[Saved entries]
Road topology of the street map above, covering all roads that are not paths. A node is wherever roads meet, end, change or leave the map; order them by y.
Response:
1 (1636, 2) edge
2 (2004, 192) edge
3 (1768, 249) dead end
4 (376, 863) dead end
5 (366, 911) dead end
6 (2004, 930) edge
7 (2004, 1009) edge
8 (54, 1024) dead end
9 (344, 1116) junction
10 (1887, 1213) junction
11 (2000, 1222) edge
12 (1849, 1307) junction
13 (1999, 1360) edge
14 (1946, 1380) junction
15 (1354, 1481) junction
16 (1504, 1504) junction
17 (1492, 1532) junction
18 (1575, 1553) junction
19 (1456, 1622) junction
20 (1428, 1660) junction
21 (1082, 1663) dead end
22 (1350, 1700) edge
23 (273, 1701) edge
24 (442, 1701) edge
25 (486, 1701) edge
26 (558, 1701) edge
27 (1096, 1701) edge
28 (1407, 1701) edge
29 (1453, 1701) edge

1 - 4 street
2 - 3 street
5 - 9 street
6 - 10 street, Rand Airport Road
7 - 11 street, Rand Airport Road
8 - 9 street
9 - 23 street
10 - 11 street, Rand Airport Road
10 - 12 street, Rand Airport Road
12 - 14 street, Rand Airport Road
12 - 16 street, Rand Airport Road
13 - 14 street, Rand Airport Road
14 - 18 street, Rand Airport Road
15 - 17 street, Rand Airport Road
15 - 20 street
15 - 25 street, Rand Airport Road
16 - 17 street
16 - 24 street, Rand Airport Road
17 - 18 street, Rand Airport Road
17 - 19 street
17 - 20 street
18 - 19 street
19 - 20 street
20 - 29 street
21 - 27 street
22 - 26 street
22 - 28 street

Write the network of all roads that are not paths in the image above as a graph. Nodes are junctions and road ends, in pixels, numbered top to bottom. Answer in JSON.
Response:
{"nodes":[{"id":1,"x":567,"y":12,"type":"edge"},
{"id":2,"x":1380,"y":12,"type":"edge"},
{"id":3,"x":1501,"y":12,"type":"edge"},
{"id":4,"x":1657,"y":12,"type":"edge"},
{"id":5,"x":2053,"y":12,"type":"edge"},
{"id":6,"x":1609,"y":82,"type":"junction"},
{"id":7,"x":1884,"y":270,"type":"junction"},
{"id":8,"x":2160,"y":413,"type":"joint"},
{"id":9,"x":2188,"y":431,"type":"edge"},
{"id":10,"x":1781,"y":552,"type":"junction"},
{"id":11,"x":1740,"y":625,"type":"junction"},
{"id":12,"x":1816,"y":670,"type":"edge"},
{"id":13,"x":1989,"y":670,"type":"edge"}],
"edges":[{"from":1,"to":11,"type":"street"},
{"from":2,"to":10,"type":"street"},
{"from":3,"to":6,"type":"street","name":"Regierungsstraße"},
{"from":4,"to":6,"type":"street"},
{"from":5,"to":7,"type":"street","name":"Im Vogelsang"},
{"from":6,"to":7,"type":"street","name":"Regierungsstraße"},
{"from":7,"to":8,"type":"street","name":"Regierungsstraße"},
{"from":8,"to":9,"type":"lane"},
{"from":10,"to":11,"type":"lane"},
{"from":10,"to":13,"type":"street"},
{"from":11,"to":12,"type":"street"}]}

### [EXERCISE]
Look through the entries above for the word "lane". Copy every line where it shows up.

### [EXERCISE RESULT]
{"from":8,"to":9,"type":"lane"},
{"from":10,"to":11,"type":"lane"},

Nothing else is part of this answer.